Data extracted from a collection:

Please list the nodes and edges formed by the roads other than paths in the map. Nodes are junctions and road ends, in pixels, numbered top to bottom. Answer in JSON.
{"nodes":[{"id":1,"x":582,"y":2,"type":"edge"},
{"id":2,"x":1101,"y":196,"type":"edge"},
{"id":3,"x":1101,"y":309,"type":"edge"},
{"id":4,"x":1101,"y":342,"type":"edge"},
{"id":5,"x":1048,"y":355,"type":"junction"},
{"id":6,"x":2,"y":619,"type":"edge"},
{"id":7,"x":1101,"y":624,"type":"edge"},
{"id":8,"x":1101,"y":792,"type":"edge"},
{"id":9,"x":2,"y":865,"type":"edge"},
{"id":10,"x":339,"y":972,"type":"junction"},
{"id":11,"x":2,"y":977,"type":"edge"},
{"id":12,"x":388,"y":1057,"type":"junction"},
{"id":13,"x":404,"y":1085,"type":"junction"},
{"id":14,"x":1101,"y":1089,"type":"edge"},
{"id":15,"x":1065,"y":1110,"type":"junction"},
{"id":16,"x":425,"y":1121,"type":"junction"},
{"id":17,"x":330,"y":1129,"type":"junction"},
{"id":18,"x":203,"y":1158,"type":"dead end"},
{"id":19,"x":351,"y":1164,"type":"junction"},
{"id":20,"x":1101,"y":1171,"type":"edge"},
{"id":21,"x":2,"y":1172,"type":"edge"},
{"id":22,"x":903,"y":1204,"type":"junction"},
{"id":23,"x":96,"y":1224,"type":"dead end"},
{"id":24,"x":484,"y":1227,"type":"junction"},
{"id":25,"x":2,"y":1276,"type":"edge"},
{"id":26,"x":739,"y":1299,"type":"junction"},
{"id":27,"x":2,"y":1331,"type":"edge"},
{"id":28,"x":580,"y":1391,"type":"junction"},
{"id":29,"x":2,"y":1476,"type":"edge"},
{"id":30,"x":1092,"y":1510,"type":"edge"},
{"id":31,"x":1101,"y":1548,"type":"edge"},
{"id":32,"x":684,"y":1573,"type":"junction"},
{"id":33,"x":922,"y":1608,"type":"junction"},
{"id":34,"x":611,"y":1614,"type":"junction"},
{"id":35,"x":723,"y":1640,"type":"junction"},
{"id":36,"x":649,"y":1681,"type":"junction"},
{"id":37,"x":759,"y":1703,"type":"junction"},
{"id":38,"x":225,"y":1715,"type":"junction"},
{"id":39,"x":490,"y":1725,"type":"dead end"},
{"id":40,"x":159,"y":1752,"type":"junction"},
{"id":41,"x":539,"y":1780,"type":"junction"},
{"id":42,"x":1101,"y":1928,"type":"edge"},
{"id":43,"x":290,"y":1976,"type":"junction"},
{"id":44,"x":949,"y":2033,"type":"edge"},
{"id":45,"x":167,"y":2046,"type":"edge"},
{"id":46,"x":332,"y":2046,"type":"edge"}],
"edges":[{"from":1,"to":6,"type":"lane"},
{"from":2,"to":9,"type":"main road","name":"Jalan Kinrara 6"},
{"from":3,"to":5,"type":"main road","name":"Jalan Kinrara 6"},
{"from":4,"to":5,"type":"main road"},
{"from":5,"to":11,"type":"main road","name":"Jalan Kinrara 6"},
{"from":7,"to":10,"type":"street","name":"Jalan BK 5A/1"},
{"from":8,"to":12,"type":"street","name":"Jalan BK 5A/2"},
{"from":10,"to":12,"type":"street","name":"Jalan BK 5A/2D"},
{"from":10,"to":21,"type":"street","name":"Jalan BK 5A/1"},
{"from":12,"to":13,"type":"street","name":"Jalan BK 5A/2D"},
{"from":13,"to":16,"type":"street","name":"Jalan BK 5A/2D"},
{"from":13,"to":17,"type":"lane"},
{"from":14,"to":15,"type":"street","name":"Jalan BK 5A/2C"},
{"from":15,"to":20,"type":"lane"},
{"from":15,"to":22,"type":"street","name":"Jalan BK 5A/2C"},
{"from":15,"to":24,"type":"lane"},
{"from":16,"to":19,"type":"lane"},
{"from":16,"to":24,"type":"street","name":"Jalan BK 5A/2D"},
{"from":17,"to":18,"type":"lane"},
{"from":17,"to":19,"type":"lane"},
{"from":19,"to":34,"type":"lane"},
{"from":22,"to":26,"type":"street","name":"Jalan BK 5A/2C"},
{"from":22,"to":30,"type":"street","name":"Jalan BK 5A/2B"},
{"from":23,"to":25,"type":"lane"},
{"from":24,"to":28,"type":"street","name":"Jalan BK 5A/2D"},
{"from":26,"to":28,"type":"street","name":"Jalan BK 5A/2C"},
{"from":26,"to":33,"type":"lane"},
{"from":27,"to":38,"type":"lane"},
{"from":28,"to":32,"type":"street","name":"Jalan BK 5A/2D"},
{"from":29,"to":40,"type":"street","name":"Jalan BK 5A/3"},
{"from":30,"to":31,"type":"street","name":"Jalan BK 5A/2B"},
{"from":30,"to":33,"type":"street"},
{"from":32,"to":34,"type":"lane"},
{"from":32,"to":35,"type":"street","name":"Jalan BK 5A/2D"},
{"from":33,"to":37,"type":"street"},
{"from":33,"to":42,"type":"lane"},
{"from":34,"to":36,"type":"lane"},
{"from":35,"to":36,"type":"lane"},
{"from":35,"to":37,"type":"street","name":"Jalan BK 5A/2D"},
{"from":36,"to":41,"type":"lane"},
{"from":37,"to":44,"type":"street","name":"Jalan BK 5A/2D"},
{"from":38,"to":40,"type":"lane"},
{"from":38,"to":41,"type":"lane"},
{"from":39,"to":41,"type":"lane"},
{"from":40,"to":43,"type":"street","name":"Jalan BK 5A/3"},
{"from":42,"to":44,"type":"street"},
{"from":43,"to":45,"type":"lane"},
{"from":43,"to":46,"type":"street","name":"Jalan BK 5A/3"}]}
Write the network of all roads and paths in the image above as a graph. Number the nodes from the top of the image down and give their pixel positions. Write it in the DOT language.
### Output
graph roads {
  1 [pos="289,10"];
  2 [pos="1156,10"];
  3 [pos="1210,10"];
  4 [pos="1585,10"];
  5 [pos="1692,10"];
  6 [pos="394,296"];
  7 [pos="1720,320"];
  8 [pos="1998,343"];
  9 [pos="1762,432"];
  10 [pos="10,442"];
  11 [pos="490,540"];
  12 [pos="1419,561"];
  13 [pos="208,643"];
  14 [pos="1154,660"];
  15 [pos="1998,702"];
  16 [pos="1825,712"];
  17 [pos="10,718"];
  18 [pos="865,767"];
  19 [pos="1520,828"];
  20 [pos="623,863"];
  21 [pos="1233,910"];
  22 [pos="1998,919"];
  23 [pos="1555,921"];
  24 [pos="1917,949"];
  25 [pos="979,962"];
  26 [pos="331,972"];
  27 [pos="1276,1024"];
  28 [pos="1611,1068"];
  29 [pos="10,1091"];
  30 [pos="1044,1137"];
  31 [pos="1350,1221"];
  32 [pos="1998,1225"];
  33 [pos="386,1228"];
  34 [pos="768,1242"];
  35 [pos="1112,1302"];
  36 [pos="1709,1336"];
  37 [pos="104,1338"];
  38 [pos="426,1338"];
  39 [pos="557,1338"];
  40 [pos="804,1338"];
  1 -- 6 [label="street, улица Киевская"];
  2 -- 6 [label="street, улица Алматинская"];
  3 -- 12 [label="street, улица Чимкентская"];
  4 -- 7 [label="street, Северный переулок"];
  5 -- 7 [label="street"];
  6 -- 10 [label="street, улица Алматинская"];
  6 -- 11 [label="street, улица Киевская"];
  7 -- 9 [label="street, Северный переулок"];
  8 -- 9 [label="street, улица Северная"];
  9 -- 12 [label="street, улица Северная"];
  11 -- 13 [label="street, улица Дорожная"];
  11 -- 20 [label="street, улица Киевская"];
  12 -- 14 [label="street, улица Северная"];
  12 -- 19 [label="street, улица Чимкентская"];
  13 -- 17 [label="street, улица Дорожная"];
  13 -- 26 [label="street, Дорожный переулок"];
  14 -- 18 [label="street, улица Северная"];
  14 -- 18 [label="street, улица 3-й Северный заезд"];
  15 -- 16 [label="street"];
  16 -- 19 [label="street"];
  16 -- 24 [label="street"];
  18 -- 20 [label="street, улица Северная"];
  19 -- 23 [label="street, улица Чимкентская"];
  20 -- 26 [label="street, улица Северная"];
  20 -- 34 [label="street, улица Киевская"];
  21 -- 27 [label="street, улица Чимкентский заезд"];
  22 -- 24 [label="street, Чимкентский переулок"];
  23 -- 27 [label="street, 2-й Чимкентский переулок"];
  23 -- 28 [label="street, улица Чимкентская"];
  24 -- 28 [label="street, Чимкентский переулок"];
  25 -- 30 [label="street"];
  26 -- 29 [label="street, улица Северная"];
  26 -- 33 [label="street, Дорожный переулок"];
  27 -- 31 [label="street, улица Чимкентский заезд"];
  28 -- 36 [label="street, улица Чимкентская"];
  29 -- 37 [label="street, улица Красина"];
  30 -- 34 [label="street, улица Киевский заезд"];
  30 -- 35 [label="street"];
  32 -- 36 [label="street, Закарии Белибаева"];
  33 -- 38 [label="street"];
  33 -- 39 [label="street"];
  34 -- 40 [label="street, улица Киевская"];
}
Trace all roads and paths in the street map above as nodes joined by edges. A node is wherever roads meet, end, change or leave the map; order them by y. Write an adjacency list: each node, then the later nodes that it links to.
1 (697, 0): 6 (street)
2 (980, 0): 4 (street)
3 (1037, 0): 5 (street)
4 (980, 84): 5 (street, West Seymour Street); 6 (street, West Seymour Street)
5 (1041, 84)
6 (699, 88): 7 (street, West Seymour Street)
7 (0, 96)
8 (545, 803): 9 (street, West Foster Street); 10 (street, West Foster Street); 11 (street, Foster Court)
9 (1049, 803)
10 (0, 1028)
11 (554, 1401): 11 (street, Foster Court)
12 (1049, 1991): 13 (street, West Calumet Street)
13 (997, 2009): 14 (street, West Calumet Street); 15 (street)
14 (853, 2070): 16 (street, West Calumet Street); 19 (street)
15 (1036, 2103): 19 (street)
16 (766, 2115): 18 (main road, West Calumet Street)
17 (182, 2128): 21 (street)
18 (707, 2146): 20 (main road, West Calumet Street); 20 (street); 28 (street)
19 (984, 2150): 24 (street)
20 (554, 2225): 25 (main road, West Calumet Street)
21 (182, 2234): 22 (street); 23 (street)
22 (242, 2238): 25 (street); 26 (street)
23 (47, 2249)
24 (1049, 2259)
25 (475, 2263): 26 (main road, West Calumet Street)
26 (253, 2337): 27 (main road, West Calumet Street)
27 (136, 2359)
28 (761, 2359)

• What you need to do
Beginning with the line that contains "Trace all roads", repeat every line through the end of the records and nothing more.

• Exercise result
Trace all roads and paths in the street map above as nodes joined by edges. A node is wherever roads meet, end, change or leave the map; order them by y. Write an adjacency list: each node, then the later nodes that it links to.
1 (697, 0): 6 (street)
2 (980, 0): 4 (street)
3 (1037, 0): 5 (street)
4 (980, 84): 5 (street, West Seymour Street); 6 (street, West Seymour Street)
5 (1041, 84)
6 (699, 88): 7 (street, West Seymour Street)
7 (0, 96)
8 (545, 803): 9 (street, West Foster Street); 10 (street, West Foster Street); 11 (street, Foster Court)
9 (1049, 803)
10 (0, 1028)
11 (554, 1401): 11 (street, Foster Court)
12 (1049, 1991): 13 (street, West Calumet Street)
13 (997, 2009): 14 (street, West Calumet Street); 15 (street)
14 (853, 2070): 16 (street, West Calumet Street); 19 (street)
15 (1036, 2103): 19 (street)
16 (766, 2115): 18 (main road, West Calumet Street)
17 (182, 2128): 21 (street)
18 (707, 2146): 20 (main road, West Calumet Street); 20 (street); 28 (street)
19 (984, 2150): 24 (street)
20 (554, 2225): 25 (main road, West Calumet Street)
21 (182, 2234): 22 (street); 23 (street)
22 (242, 2238): 25 (street); 26 (street)
23 (47, 2249)
24 (1049, 2259)
25 (475, 2263): 26 (main road, West Calumet Street)
26 (253, 2337): 27 (main road, West Calumet Street)
27 (136, 2359)
28 (761, 2359)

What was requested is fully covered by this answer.